4 Common Knee Problems You Should Know

The knee holds the bones of the upper and lower leg through a network of muscles, tendons, and ligaments. The joint is susceptible to strain from activities like walking and jogging. Aging can deteriorate the muscle and tendons, affecting your quality of life. Here are common knee problems and non-invasive therapies from Stephen Fisher, MD, a board-certified orthopedic surgeon.

What are the common knee problems?

Despite being the largest joint in the body, the knee is susceptible to different injuries. They include dislocations, fractures, and ligament tears.
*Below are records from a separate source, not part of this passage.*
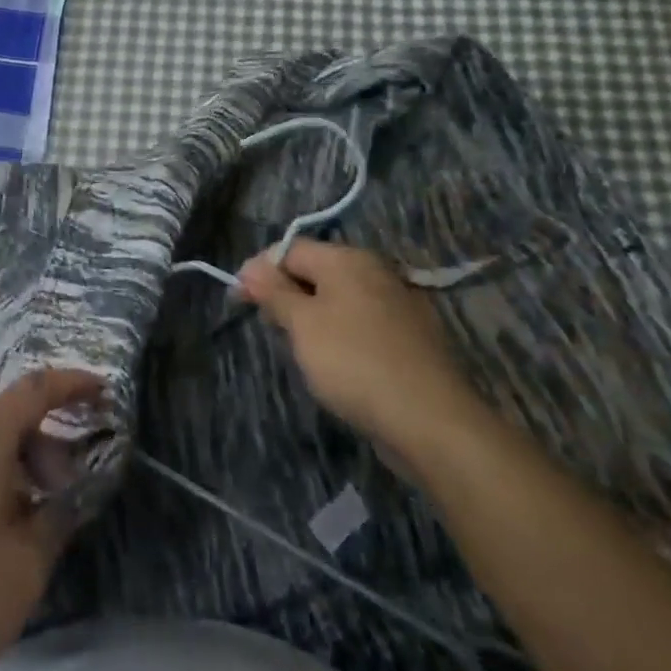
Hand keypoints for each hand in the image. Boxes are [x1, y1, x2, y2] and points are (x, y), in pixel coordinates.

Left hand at [0, 368, 101, 670]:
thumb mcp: (23, 567)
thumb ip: (54, 523)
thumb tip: (63, 499)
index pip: (35, 390)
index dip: (72, 384)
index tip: (103, 392)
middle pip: (9, 419)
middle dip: (47, 445)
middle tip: (67, 494)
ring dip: (19, 470)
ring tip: (34, 525)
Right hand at [238, 240, 482, 450]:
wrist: (431, 421)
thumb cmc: (354, 361)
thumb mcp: (302, 324)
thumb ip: (274, 292)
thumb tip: (251, 268)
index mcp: (348, 259)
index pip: (290, 249)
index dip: (259, 270)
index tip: (239, 300)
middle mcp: (376, 271)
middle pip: (315, 271)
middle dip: (286, 294)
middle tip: (268, 326)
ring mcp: (399, 304)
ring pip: (339, 299)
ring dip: (312, 316)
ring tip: (299, 348)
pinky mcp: (411, 338)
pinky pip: (362, 323)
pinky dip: (341, 334)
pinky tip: (336, 363)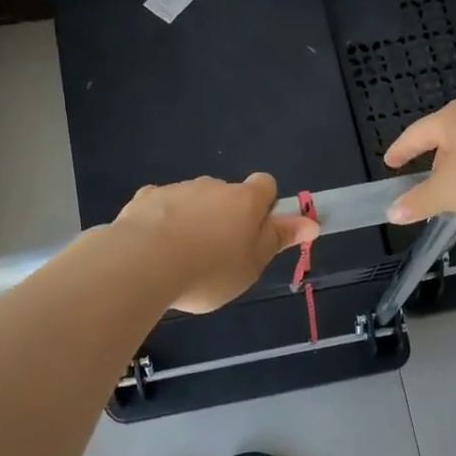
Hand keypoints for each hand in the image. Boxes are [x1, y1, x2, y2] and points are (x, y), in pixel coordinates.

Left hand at [113, 173, 318, 313]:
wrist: (143, 263)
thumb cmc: (209, 271)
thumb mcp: (252, 265)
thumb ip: (278, 240)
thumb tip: (311, 222)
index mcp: (245, 200)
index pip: (266, 185)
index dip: (265, 205)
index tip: (256, 232)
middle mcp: (213, 185)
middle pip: (228, 194)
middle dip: (225, 216)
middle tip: (218, 255)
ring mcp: (178, 189)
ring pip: (194, 200)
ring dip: (194, 219)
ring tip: (182, 258)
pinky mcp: (146, 198)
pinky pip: (162, 205)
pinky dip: (162, 221)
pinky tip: (154, 248)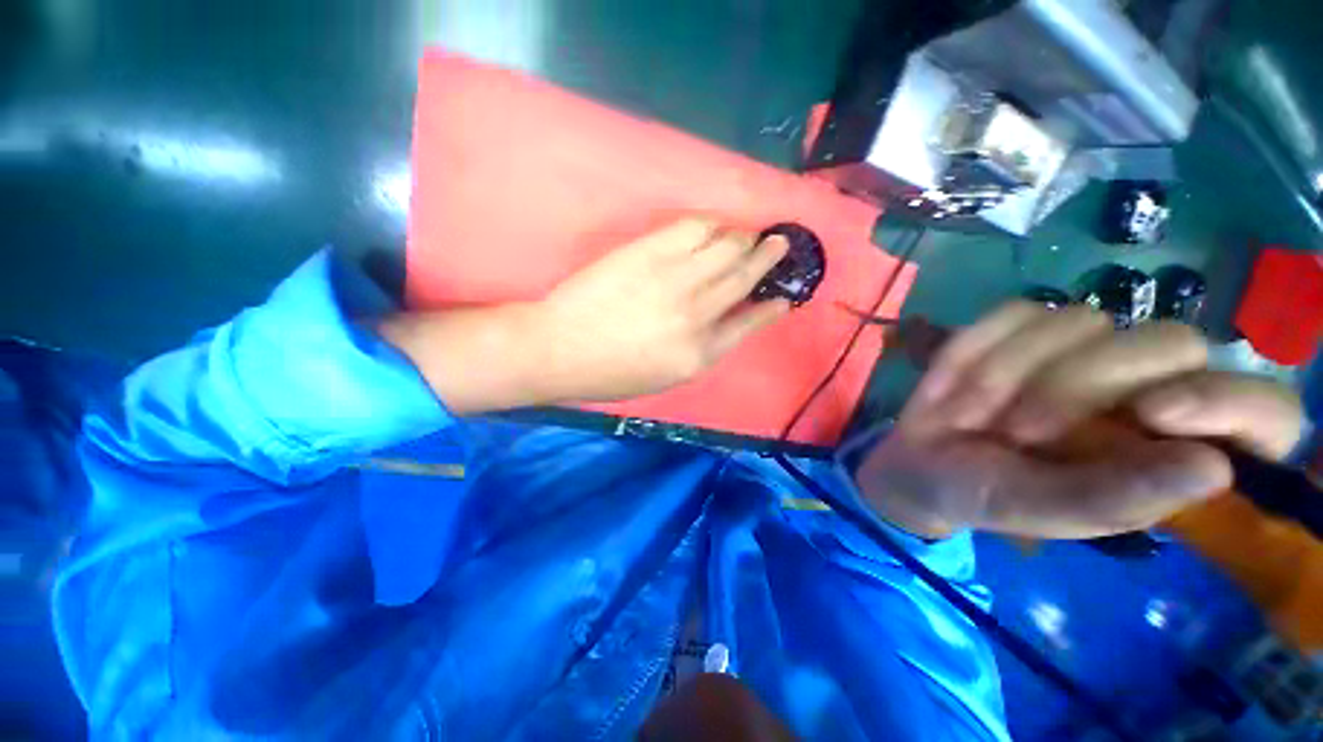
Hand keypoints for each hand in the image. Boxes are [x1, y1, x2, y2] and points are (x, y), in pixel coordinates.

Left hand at [381, 218, 790, 414]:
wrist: (559, 349)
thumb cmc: (611, 373)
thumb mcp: (666, 378)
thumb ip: (703, 351)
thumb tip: (727, 323)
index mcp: (701, 353)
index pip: (750, 323)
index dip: (771, 307)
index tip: (784, 295)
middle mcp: (697, 314)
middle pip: (743, 277)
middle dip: (767, 258)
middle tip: (780, 243)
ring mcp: (674, 279)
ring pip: (726, 247)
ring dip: (745, 237)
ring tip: (753, 232)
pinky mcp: (649, 252)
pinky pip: (693, 227)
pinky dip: (712, 223)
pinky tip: (718, 224)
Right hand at [856, 302, 1304, 539]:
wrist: (921, 461)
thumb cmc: (988, 496)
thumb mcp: (1046, 510)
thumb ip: (1119, 498)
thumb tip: (1214, 467)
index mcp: (1172, 447)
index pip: (1266, 412)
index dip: (1228, 402)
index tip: (1156, 413)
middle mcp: (1147, 386)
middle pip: (1170, 343)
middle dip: (1079, 387)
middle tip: (1021, 432)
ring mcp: (1083, 346)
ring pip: (1080, 321)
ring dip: (1013, 374)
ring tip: (978, 414)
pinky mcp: (1023, 324)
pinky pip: (1012, 313)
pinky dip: (975, 347)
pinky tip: (958, 381)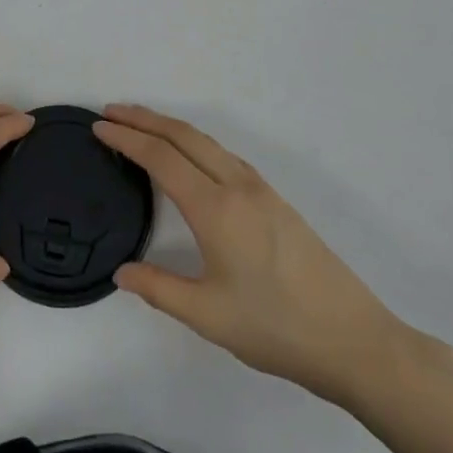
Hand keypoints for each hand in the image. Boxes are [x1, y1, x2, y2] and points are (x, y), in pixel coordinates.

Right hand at [93, 104, 404, 408]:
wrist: (354, 340)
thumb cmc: (276, 328)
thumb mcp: (208, 316)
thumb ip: (159, 289)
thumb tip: (120, 272)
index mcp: (215, 207)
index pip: (161, 157)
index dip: (126, 139)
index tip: (98, 127)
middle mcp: (236, 185)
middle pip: (183, 135)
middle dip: (144, 118)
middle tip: (110, 112)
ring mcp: (260, 189)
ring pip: (206, 141)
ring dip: (170, 127)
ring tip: (142, 126)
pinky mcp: (276, 200)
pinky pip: (224, 155)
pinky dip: (194, 143)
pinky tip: (190, 157)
  • Meniscal tears and injuries

The meniscus is a c-shaped cartilage that cushions the knee between the thighbone and shinbone. A meniscal tear can occur when you aggressively twist the joint. The cartilage may also get torn when lifting heavy objects or squatting.

People with a meniscus tear injury may find it challenging to extend the affected foot. It takes about a day to notice swelling and pain. Another common symptom is a popping sensation, especially when moving your limb.

A meniscus tear is one of the most prevalent injuries to the knee joint. Since aging weakens the cartilage, the injury is common among older patients. You can manage pain well with a cold pack and adequate rest.

  • ACL (anterior cruciate ligament) injury

The Anterior Cruciate Ligament is one of the ligaments inside the knee that connects the shinbone and thighbone. The ACL prevents the shinbone from sliding in front of the thigh bone and keeps the knee joint stable. ACL injuries are common in athletes who engage in contact sports that involve jumping or sudden stops.

ACL injuries cause swelling around the knee within six hours. The pain is usually excruciating enough to force you to stop any activity. The joint feels unstable, and you may notice popping sensations.

  • Knee dislocations

A knee dislocation occurs when the femur moves out of place with the shinbone around the knee joint. It differs from a kneecap dislocation, which typically affects the patella. A dislocation can occur after a blunt force to the joint, a car accident, or a fall.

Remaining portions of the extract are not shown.